It's worth noting that while you put in a mathematically valid operation to get the right solution, where those numbers came from was wrong and it's pure coincidence that you got it right.

dotP(A,B) = Xa*Xb + Ya*Yb... = |A|*|B|*cos(theta)

In your problem, you would use A = (9,6,-7) and B = (0,0,1) (the easiest +Z vector to use). Then you'd find the dot product, which = 9*0 + 6*0 + -7*1 = -7. Then you'd find |A|*|B|, |A| = 12.9 like you said and |B| = 1, so |A|*|B| = 12.9, then you divide your dot product (-7) by the multiplied magnitudees (12.9) to find cos(theta), which is -.543, then you take acos(-.543) and get your 123.
I went and did some rereading of the textbook and some working with 2d vectors and see how the dot product is used for all that. Useful to know, thanks for pointing that out.

New question.
Two vectors:
d1=(4)i+(5)j-(6)k
d2=(-1)i+(2)j+(3)k

(a) What is the component of d1 along the direction of d2?
(b) What is the component of d1 that is perpendicular to the direction of d2 and within the plane of d1 and d2?
Spoiler: already solved a (click to show/hide)
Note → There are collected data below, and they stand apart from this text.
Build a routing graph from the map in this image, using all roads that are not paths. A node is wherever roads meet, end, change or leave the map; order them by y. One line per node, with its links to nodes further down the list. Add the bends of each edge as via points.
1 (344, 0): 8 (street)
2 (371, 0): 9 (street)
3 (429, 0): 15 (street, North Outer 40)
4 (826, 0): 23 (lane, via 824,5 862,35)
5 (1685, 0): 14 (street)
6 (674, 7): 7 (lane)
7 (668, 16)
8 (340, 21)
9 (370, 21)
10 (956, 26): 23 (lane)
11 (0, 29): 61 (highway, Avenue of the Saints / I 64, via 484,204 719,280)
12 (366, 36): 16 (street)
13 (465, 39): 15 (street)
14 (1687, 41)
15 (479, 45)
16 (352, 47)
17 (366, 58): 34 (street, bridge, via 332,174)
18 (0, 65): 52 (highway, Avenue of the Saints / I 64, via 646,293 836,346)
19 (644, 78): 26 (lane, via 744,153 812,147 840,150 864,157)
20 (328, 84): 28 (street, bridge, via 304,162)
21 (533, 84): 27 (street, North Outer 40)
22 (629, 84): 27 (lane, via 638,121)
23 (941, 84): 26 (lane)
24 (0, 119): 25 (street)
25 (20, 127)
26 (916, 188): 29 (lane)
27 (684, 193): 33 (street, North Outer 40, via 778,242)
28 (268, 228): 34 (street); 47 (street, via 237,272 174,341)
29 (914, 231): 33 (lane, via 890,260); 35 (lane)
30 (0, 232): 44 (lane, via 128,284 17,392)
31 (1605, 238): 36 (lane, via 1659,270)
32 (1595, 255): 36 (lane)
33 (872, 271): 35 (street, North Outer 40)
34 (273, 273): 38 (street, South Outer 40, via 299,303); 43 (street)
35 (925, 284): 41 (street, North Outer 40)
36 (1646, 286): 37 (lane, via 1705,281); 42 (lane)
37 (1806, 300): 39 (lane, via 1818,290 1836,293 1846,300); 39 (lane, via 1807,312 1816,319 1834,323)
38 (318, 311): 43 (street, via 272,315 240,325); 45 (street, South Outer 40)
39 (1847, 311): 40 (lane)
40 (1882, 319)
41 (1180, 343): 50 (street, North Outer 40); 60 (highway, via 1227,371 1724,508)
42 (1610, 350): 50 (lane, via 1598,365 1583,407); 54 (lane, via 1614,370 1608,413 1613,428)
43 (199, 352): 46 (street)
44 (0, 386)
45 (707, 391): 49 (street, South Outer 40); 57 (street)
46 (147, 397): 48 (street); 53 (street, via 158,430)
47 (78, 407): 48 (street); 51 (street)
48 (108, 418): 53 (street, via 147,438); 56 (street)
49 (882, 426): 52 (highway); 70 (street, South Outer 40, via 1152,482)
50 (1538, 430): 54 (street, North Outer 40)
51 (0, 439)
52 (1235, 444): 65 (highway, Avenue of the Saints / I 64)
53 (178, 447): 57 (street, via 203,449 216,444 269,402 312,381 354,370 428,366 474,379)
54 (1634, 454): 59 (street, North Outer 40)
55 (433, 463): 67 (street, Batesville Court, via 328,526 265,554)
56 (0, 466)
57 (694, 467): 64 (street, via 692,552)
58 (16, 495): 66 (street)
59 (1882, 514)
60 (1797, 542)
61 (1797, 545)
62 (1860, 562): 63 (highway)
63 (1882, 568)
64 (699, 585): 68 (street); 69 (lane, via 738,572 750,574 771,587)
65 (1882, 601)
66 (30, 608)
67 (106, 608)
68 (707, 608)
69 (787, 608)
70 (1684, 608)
Don't know what to do with part B.

Tried adding 90 to the angle to make the direction perpendicular, which gives the component 8.8cos(201)=-8.2. The correct answer is positive 8.2, not negative 8.2. I think maybe the component is supposed to be the absolute value, and the negative just indicates it's in the opposite direction?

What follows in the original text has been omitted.